In clinical studies with oral (caffeine/ergotamine) administered 1 and 2 hours after eletriptan, minor though additive increases in blood pressure were observed which are predictable based on the pharmacology of the two drugs. Therefore it is recommended that either ergotamine-containing or ergot-type medications (e.g., dihydroergotamine) should not be taken within 24 hours of eletriptan dosing.      Conversely, at least 24 hours should elapse after the administration of an ergotamine-containing preparation before eletriptan is given.

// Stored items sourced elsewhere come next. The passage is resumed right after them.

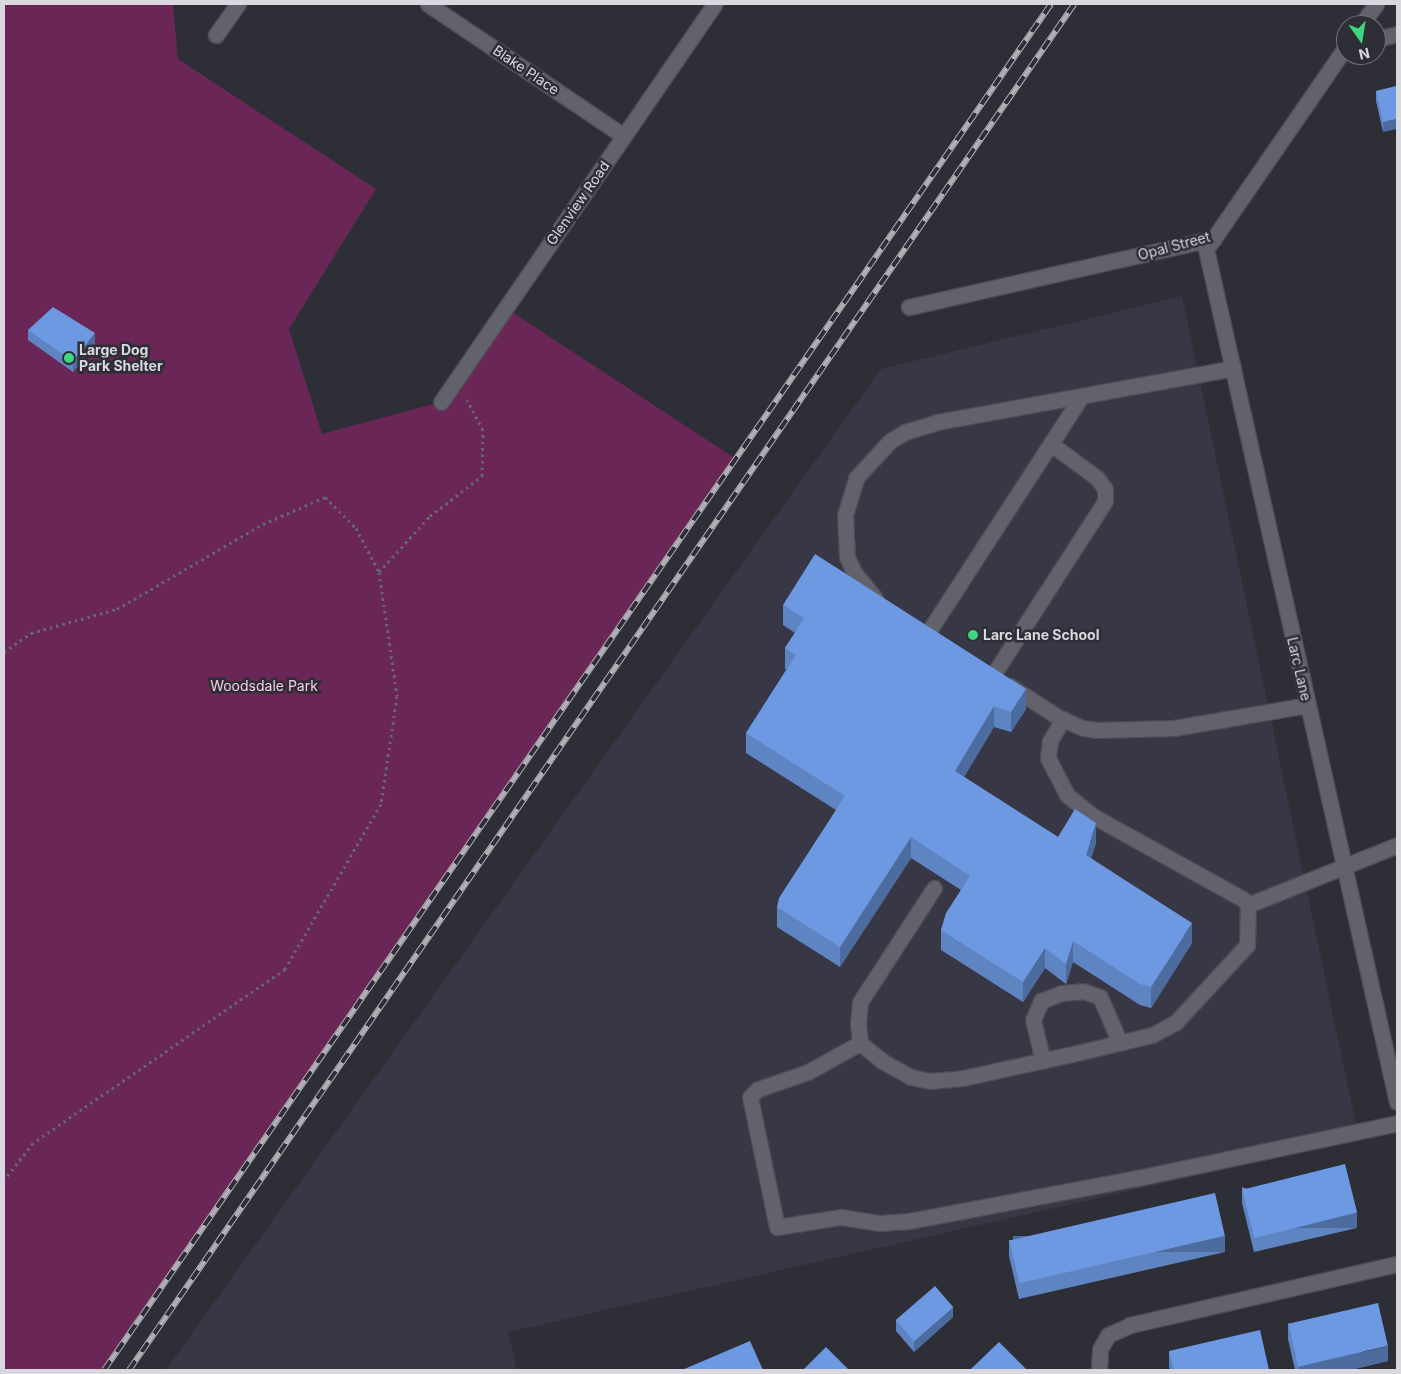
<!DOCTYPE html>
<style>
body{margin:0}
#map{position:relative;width:1401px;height:1374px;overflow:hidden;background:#2e2e37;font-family:Inter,sans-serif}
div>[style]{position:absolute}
.built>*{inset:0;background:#383746}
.green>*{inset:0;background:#6a2656}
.path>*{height:3px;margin-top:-1.5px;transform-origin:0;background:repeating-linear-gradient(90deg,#66666e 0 2.5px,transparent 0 6.5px)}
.roads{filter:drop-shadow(1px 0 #4d4c54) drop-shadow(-1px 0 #4d4c54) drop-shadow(0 1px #4d4c54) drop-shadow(0 -1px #4d4c54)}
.minor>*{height:15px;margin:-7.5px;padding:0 7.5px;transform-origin:7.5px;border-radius:7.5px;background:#62626c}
.rail>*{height:5.5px;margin-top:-2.75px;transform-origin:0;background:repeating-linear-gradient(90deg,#2e2e37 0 11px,#b0b0b6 0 22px);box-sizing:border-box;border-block:1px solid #b0b0b6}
.wall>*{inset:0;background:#5e84c2}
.shaded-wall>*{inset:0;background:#4c6b9e;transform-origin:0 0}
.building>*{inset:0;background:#6d99e2;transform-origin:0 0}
.dots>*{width:14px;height:14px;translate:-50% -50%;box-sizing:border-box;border:2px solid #2e2e37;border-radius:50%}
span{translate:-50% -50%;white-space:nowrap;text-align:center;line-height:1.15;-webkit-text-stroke:5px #2e2e37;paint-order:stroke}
.street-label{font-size:14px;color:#d8d8de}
.poi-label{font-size:14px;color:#d8d8de;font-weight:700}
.left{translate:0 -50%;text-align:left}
.park-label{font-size:14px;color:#f8cde8}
.frame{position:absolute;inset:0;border:5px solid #d8d8de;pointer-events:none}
.north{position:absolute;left:1336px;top:15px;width:50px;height:50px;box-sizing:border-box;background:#2e2e37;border:1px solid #72727a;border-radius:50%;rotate:167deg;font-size:14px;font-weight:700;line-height:20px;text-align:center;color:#d8d8de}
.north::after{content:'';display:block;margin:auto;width:18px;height:22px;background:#3fd77d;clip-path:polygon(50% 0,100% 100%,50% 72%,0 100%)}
</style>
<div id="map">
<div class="built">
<i style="clip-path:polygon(1182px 296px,1359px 1139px,508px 1332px,517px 1370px,166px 1370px,881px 369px)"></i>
</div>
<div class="green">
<i style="clip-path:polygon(4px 4px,173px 4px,178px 59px,376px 189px,289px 329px,322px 434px,441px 402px,506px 308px,736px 459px,104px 1370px,4px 1370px)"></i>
</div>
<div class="path">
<i style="left:379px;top:572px;width:76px;rotate:-47.7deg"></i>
<i style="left:430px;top:516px;width:66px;rotate:-37.6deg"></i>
<i style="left:482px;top:476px;width:46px;rotate:-88.8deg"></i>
<i style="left:483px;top:430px;width:34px;rotate:-118deg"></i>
<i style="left:4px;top:652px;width:33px;rotate:-35deg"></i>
<i style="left:31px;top:633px;width:89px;rotate:-15.6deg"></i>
<i style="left:117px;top:609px;width:169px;rotate:-30.2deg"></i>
<i style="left:263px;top:524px;width:68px;rotate:-23.5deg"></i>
<i style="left:325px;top:497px;width:44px;rotate:45deg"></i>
<i style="left:356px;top:528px;width:50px;rotate:62.4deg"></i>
<i style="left:379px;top:572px;width:125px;rotate:81.7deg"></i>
<i style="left:397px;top:696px;width:109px;rotate:98.4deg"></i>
<i style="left:381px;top:804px;width:191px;rotate:120.2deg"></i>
<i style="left:285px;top:969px;width:306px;rotate:145.4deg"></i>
<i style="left:33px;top:1143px;width:47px;rotate:128.1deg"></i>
</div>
<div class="roads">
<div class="minor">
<i style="left:428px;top:4px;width:236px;rotate:34deg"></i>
<i style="left:1361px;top:25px;width:26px;rotate:-54deg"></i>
<i style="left:216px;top:35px;width:38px;rotate:-55deg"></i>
<i style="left:1376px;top:39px;width:22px;rotate:-13deg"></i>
<i style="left:1214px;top:238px;width:14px;rotate:126deg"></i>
<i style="left:1206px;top:249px;width:874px;rotate:77.38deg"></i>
<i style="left:909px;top:307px;width:313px;rotate:-12.7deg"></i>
<i style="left:1214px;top:238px;width:232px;rotate:-55.4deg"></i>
<i style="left:441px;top:402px;width:483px;rotate:-55.5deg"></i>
<i style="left:875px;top:598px;width:33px;rotate:-129deg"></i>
<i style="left:854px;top:572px;width:17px;rotate:-115deg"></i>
<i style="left:847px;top:557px;width:42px;rotate:-92.7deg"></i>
<i style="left:845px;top:515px;width:39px;rotate:-73deg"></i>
<i style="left:856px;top:478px;width:50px;rotate:-47.4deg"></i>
<i style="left:890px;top:441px;width:17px;rotate:-31deg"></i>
<i style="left:905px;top:432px;width:34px;rotate:-17deg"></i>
<i style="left:937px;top:422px;width:301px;rotate:-10.3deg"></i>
<i style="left:927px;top:634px;width:281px;rotate:-57deg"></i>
<i style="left:993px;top:675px;width:207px;rotate:-57.2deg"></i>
<i style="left:1105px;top:501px;width:12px;rotate:-90deg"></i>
<i style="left:1105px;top:489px;width:14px;rotate:-126deg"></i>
<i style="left:1097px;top:478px;width:57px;rotate:-143.5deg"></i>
<i style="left:1010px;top:686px;width:57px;rotate:32.9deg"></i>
<i style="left:1058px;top:717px;width:27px;rotate:24deg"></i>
<i style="left:1083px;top:728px;width:14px;rotate:8deg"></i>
<i style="left:1097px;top:730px;width:77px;rotate:-1.5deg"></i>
<i style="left:1174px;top:728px;width:135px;rotate:-9.8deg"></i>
<i style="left:1063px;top:719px;width:26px;rotate:121deg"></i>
<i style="left:1050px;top:741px;width:17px;rotate:97deg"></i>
<i style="left:1048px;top:758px;width:42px;rotate:62.8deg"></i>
<i style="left:1067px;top:795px;width:33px;rotate:39deg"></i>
<i style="left:1093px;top:816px;width:171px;rotate:29deg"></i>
<i style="left:1243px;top:899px;width:8px;rotate:50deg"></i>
<i style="left:1248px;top:905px;width:161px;rotate:-21.9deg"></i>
<i style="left:934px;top:888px;width:136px;rotate:123deg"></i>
<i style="left:860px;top:1002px;width:21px;rotate:95deg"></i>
<i style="left:858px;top:1023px;width:20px;rotate:84deg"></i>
<i style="left:860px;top:1043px;width:28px;rotate:39deg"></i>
<i style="left:882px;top:1061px;width:33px;rotate:29deg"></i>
<i style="left:911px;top:1077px;width:19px;rotate:12deg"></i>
<i style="left:930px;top:1081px;width:33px;rotate:-5deg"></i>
<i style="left:963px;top:1078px;width:117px;rotate:-12.4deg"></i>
<i style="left:1077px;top:1053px;width:77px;rotate:-13.5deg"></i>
<i style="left:1152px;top:1035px;width:27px;rotate:-28deg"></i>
<i style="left:1176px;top:1022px;width:105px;rotate:-47.3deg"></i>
<i style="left:1247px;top:945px;width:40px;rotate:-88.6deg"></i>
<i style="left:860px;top:1043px;width:60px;rotate:150.9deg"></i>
<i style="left:808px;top:1072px;width:53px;rotate:161.2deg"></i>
<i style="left:758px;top:1089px;width:11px;rotate:135deg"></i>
<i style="left:750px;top:1097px;width:133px;rotate:78.3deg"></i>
<i style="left:777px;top:1227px;width:65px;rotate:-8.9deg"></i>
<i style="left:841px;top:1217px;width:39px;rotate:9deg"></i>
<i style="left:880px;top:1223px;width:29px;rotate:-4deg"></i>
<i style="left:909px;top:1221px;width:232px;rotate:-10.7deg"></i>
<i style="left:1137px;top:1178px;width:266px;rotate:-11.9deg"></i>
<i style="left:1043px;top:1061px;width:42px;rotate:-103.7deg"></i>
<i style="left:1033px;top:1020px;width:21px;rotate:-67deg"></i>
<i style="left:1041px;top:1001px;width:22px;rotate:-21deg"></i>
<i style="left:1062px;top:993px;width:21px;rotate:-5deg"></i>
<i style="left:1083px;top:991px;width:18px;rotate:19deg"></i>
<i style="left:1100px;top:997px;width:50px;rotate:66.5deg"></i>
<i style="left:1099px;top:1370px;width:21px;rotate:-87deg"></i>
<i style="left:1100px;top:1349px;width:16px;rotate:-60deg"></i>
<i style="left:1108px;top:1335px;width:24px;rotate:-24deg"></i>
<i style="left:1130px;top:1325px;width:274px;rotate:-12.9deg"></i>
</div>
</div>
<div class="rail">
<i style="left:104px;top:1370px;width:1662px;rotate:-55.27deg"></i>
<i style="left:129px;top:1370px;width:1661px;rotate:-55.32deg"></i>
</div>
<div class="wall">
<i style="clip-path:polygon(1397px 86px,1383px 132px,1376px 101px,1376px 91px)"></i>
<i style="clip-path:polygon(28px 330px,95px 344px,73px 372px,28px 340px)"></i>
<i style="clip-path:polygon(783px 605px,1026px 709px,1011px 732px,994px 727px,964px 777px,1058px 837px,1096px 843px,1091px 858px,1192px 943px,1151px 1008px,1140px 1005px,1073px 962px,1066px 984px,1045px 968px,1023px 1002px,941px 950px,941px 930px,961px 890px,911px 858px,840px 967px,777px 927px,777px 907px,836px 810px,746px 753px,746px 733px,786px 670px,785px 669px,785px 648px,795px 633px,783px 625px)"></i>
<i style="clip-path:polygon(1242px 1187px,1357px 1228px,1254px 1252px,1242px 1203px)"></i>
<i style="clip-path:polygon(1009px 1240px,1225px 1252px,1019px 1299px,1009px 1256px)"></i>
<i style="clip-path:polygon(953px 1317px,914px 1352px,896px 1331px,896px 1320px)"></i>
<i style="clip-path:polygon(1288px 1323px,1388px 1361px,1350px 1370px,1295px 1370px,1288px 1339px)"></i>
<i style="clip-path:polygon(1169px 1351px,1269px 1370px,1170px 1370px,1169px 1366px)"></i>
</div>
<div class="shaded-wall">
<i style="clip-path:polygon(1397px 119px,1397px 129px,1383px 132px,1383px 122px)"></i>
<i style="clip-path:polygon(95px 333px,95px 344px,73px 372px,73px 361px)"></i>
<i style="clip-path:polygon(1026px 689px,1026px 709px,1011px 732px,1011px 712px)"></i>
<i style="clip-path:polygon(994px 706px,994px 727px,955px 791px,955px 771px)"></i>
<i style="clip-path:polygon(1096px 823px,1096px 843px,1086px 875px,1086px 855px)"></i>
<i style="clip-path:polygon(911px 837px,911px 858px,840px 967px,840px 947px)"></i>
<i style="clip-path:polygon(1192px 923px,1192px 943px,1151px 1008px,1151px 987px)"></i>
<i style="clip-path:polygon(1073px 941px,1073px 962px,1066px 984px,1066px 964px)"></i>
<i style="clip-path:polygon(1045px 948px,1045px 968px,1023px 1002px,1023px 982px)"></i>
<i style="left:1357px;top:1213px;width:15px;height:106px;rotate:90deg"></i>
<i style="left:1225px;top:1236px;width:16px;height:212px;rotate:90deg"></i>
<i style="clip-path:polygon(953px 1307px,953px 1317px,914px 1352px,914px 1341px)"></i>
<i style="clip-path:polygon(1388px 1346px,1388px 1361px,1350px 1370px,1298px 1370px,1298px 1367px)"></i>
</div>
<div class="building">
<i style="clip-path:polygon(1397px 86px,1397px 119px,1383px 122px,1376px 91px)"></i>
<i style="clip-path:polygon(53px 307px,95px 333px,73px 361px,28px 330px)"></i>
<i style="clip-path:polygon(815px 554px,1026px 689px,1011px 712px,994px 706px,955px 771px,1058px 837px,1075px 809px,1096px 823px,1086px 855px,1192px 923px,1151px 987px,1140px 984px,1073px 941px,1066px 964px,1045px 948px,1023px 982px,941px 930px,946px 913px,970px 876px,911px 837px,840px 947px,777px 907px,779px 898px,845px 796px,746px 733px,796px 655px,785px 648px,804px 618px,783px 605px)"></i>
<i style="left:1345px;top:1164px;width:50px;height:106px;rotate:76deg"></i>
<i style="left:1215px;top:1193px;width:44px;height:211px;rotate:77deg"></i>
<i style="left:935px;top:1286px;width:28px;height:52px;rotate:49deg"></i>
<i style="left:1378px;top:1303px;width:44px;height:92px;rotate:77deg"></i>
<i style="clip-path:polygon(1260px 1330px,1269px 1370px,1174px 1370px,1169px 1351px)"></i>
<i style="clip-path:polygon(750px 1341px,763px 1370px,682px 1370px)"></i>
<i style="clip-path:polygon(999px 1342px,1027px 1370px,970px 1370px)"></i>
<i style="clip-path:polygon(826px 1347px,849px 1370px,803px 1370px)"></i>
</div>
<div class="dots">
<i style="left:69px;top:358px;background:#3fd77d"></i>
<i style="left:973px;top:635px;background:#3fd77d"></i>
</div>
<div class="street-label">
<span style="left:526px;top:70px;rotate:34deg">Blake Place</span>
<span style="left:578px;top:203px;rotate:-55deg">Glenview Road</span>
<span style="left:1174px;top:246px;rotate:-15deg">Opal Street</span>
<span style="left:1299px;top:669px;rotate:77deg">Larc Lane</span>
</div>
<div class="poi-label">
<span class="left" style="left:79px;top:358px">Large Dog<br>Park Shelter</span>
<span class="left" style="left:983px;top:635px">Larc Lane School</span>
</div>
<div class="park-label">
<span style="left:264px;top:686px">Woodsdale Park</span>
</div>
<div class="frame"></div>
<div class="north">N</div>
</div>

Effect of eletriptan on other medicinal products

There is no in vitro or in vivo evidence that clinical doses (and associated concentrations) of eletriptan will inhibit or induce cytochrome P450 enzymes including CYP3A4 drug metabolising enzymes and therefore it is considered that eletriptan is unlikely to cause clinically important drug interactions mediated by these enzymes.

Selective Serotonin Reuptake Inhibitors (SSRIs) /Serotonin Norepinephrine Reuptake Inhibitors (SNRIs) and Serotonin Syndrome:
There have been reports describing patients with symptoms compatible with serotonin syndrome (including altered mental status, autonomic instability and neuromuscular abnormalities) following the use of selective serotonin reuptake inhibitors (SSRIs) or serotonin noradrenaline reuptake inhibitors (SNRIs) and triptans (see section 4.4).